* _EXERCISE INSTRUCTIONS_: Scan the records below for the line containing "ring tip: (589, 941)" and the line containing "index tip: (564, 894)". Copy both, plus every line between, exactly.
######
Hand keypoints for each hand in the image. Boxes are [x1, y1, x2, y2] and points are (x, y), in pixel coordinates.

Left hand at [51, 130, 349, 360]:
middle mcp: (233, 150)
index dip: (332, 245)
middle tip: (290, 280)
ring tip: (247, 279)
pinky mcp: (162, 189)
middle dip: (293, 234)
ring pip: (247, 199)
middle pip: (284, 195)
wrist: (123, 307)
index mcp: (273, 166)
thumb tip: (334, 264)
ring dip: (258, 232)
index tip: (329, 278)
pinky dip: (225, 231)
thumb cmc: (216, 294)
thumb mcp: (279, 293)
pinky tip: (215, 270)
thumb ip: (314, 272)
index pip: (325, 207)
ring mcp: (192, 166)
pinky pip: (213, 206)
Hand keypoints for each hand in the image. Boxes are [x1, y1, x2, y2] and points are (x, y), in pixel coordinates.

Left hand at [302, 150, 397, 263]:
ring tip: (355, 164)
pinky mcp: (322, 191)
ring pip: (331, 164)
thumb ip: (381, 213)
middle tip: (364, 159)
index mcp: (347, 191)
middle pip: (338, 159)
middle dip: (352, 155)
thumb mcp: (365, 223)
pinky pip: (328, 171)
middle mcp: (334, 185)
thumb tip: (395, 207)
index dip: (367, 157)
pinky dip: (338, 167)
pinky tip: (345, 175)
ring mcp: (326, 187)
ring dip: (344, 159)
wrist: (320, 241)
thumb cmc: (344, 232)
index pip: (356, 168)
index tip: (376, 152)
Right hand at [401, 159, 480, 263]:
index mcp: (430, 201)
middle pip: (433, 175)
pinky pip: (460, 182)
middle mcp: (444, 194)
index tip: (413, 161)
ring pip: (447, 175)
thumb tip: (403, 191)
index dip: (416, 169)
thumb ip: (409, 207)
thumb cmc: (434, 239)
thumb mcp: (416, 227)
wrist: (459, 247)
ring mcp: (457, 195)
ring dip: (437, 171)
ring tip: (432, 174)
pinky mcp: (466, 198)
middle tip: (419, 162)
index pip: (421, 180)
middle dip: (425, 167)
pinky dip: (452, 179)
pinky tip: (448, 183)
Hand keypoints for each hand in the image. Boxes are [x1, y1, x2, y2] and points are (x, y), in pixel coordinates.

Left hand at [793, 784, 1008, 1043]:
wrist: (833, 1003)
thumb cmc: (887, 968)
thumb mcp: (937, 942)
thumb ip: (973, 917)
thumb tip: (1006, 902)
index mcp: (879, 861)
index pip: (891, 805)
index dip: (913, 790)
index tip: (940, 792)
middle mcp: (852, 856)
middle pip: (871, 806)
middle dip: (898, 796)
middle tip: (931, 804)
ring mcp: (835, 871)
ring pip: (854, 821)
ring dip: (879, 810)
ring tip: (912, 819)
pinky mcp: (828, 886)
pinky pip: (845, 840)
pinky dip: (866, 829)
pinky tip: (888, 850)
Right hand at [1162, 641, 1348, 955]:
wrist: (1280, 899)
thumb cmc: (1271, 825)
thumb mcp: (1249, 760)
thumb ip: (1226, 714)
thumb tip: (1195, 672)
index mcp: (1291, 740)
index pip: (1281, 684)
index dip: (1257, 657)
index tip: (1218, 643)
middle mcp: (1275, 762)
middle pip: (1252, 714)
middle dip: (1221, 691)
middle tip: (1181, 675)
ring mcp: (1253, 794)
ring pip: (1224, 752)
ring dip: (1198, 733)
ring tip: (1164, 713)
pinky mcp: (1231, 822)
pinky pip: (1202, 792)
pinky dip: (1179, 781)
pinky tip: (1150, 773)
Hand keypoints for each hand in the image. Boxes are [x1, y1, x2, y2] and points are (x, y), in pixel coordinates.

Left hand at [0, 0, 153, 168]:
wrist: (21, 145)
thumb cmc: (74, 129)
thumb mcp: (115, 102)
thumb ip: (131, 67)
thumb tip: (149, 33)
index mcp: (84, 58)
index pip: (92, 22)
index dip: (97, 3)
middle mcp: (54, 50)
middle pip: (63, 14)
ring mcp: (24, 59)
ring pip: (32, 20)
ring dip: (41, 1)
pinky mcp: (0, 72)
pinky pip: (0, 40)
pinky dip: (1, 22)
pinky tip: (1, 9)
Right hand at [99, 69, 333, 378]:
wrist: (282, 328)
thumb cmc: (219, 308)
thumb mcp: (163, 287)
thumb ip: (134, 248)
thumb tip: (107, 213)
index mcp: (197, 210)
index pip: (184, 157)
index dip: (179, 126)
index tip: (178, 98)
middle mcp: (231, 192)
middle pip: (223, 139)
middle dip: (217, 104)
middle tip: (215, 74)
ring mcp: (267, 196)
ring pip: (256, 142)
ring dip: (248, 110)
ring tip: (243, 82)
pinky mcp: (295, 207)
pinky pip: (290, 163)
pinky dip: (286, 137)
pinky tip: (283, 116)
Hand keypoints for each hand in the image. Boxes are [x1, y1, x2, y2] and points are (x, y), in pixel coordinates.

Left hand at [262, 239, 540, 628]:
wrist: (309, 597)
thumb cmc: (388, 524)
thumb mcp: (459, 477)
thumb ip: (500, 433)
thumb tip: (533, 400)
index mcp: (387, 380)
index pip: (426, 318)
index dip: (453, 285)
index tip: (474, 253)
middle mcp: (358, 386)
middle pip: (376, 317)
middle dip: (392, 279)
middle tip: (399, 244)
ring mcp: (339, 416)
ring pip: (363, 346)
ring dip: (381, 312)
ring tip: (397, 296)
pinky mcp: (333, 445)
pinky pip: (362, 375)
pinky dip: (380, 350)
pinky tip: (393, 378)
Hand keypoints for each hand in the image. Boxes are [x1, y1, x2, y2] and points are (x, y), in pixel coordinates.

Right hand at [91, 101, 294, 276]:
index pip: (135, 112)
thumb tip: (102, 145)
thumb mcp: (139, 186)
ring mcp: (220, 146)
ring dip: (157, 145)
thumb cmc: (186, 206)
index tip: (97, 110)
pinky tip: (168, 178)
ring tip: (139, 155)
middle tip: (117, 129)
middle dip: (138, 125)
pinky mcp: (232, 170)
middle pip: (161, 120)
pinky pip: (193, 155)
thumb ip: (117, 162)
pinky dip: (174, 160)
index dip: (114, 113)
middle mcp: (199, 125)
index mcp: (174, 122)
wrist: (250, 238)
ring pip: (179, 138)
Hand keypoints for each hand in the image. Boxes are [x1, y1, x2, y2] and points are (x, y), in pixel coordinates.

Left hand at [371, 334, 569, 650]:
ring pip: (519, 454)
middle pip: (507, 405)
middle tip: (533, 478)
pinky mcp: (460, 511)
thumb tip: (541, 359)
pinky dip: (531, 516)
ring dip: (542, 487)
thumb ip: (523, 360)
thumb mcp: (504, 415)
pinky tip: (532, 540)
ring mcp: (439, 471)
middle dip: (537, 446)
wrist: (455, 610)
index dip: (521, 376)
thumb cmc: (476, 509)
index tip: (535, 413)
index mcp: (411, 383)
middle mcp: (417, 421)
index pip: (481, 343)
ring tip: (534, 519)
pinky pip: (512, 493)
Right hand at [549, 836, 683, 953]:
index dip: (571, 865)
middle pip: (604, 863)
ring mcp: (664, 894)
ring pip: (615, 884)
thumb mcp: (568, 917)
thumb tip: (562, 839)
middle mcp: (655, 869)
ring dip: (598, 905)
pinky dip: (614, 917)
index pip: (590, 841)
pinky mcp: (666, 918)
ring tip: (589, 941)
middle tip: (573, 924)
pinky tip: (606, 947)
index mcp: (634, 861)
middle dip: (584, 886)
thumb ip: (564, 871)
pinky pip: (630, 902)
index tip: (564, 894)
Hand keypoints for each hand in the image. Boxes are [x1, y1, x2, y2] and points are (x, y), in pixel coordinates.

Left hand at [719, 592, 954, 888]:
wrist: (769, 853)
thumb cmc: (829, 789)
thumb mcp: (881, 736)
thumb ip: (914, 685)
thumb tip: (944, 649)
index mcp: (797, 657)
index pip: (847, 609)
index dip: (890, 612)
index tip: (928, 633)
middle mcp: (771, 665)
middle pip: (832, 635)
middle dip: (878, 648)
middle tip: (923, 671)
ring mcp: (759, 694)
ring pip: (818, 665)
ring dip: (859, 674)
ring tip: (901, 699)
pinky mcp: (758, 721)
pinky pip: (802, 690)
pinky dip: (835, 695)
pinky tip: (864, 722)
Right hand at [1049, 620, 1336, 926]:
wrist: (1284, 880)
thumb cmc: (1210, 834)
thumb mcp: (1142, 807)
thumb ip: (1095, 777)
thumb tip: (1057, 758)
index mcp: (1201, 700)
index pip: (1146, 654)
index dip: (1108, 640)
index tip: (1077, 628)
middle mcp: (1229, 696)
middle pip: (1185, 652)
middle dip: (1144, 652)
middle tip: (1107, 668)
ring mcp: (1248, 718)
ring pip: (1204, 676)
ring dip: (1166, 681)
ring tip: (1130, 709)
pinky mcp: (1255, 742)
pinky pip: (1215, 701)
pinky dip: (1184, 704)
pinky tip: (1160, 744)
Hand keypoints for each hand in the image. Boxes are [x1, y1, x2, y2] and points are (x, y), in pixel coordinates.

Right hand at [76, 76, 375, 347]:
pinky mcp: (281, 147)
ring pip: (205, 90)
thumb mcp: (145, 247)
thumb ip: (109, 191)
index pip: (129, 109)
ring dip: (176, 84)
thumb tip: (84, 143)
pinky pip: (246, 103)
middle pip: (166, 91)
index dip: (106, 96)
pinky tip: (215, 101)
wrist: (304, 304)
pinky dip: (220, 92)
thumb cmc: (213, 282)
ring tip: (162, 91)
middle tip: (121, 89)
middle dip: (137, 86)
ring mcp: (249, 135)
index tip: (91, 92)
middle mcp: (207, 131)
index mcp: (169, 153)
######
* _RESPONSE AREA_:
ring tip: (589, 941)
middle tip: (573, 924)
pinky tip: (606, 947)
index mcp: (634, 861)
middle dip: (584, 886)
thumb ip: (564, 871)
pinky pip: (630, 902)
index tip: (564, 894)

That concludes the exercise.